Im Gefangenendilemma ist Kooperation grundsätzlich vorteilhafter als Nichtkooperation. Dies gilt insbesondere, wenn die Kooperationsfrage mehrfach in Folge (iteriert) auftritt. Voraussetzung für kooperatives Verhalten ist allerdings, dass in einer Verhandlungslösung gegenseitiges Vertrauen zu einer kooperativen Einstellung der Gegenseite besteht. Ansonsten würde sich jeder auf die Minimallösung der Nichtkooperation zurückziehen. Die Menschen müssen zudem bereit sein, unvollkommene Marktbedingungen durch faire Verhandlungslösungen zu ersetzen, faire Ausgangsbedingungen für ihre Verhandlungen zu schaffen und von einer Interessenmaximierung absehen können. Die Kooperationsverhandlung darf nicht an (unrealistischen) Maximalforderungen scheitern und jeder Beteiligte muss aus der Verhandlung einen Nutzen ziehen können, also besser gestellt werden als ohne Kooperation. Als Optimum bezeichnet Gauthier einen Kompromiss, bei dem alle Beteiligten im Vergleich zu einer für sie realistisch erreichbaren Maximallösung ein gleich hohes Zugeständnis machen (Minimaxprinzip). Gerade durch das gleich hohe Zugeständnis wird nach Gauthier eine gerechte Lösung erreicht.

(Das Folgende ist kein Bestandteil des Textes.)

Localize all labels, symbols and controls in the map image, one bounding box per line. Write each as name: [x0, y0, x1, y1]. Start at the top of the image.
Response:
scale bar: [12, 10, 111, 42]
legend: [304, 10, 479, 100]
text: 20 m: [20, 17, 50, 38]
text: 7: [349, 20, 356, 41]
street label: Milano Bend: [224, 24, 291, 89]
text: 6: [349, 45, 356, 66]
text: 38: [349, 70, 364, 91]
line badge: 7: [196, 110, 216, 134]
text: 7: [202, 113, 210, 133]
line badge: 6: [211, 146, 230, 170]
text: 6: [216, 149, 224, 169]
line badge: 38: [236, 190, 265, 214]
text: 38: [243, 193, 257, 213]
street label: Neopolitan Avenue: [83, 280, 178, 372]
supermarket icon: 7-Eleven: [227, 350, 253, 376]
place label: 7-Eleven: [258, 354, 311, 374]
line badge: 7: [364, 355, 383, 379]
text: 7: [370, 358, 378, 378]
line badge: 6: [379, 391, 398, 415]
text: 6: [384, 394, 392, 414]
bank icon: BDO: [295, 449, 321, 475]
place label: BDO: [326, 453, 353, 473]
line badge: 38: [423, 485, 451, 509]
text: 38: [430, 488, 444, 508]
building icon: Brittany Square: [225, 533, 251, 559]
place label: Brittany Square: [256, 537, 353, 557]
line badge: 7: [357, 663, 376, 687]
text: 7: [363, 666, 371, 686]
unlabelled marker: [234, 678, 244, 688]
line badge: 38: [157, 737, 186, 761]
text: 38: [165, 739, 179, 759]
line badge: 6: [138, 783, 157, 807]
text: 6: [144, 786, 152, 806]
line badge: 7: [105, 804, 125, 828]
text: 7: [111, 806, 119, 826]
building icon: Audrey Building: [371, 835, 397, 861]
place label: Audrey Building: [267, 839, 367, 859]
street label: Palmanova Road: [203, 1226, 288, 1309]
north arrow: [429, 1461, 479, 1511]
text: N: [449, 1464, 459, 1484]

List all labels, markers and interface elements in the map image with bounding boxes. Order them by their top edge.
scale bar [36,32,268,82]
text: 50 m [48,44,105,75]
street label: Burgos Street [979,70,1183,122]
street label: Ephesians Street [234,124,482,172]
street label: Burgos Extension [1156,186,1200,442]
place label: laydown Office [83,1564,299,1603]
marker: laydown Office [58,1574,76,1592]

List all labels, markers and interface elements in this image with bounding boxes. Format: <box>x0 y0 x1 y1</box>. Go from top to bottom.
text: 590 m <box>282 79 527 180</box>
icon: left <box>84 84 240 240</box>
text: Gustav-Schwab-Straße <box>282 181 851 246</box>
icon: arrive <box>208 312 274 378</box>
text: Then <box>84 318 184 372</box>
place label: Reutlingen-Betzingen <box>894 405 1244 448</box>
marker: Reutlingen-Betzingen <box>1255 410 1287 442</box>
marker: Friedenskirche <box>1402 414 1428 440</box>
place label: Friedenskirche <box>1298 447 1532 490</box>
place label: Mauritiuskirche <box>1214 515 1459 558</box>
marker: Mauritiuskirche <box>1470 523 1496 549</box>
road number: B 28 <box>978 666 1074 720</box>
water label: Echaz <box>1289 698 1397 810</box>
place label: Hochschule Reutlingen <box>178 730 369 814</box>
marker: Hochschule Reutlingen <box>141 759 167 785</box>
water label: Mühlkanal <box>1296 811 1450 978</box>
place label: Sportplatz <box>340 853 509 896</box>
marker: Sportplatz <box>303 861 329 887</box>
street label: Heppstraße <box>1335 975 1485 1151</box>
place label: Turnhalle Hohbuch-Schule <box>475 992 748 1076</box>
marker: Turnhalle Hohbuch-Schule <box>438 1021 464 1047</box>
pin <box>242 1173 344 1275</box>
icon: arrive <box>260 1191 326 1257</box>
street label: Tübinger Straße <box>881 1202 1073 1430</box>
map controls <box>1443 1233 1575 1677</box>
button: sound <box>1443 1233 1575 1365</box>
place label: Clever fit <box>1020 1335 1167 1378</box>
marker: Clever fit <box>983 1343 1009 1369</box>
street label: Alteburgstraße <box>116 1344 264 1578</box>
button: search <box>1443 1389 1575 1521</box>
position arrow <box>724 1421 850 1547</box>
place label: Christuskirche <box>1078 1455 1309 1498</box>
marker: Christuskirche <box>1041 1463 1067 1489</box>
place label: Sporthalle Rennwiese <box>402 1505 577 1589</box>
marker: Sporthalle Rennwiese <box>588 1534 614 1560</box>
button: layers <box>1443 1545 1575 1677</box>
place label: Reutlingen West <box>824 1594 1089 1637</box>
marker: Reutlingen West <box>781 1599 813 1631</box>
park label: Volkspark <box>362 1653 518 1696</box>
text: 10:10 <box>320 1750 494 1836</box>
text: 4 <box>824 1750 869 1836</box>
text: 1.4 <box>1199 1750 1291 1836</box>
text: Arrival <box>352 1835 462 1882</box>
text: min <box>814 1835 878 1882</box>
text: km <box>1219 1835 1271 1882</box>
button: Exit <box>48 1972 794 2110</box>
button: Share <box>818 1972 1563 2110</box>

Ausgangspunkt für Thomas M. Scanlon ist eine intuitionistische und individualistische Moralphilosophie. Für ihn ist eine Handlung dann annehmbar, wenn sie niemand mit vernünftigen Gründen zurückweisen kann.[67] Er unterscheidet sich damit von der Vertragsauffassung von John Rawls, da dessen Theorie nicht auf das Individuum, sondern ausschließlich auf die Gestaltung gesellschaftlicher Institutionen abstellt. Zugleich steht Scanlons Auffassung auch im Gegensatz zu David Gauthier, weil er einen abweichenden Vernunftbegriff zu Grunde legt. Bei Gauthier ist die egoistische Vernunft, die Vorstellung, dass der Einzelne nur seine individuellen Interessen verfolgt, für moralische Entscheidungen maßgeblich. Moralische Prinzipien werden dann akzeptiert, wenn sie langfristig dem Eigennutz dienen. Scanlon setzt gegen die den Nutzen kalkulierende Vernunft (ratio) den Begriff einer universalen Vernünftigkeit (reason), nach der auch andere als auf Eigennutz beruhende Werte Gründe für das Handeln geben. Diese Gründe ergeben sich in der Selbstreflexion aus der Abwägung verschiedener Faktoren und ihr Gewicht ist wesentlich durch die gesellschaftlichen Rahmenbedingungen und die Anerkennung moralischer Regeln wie der Toleranz beeinflusst.[68]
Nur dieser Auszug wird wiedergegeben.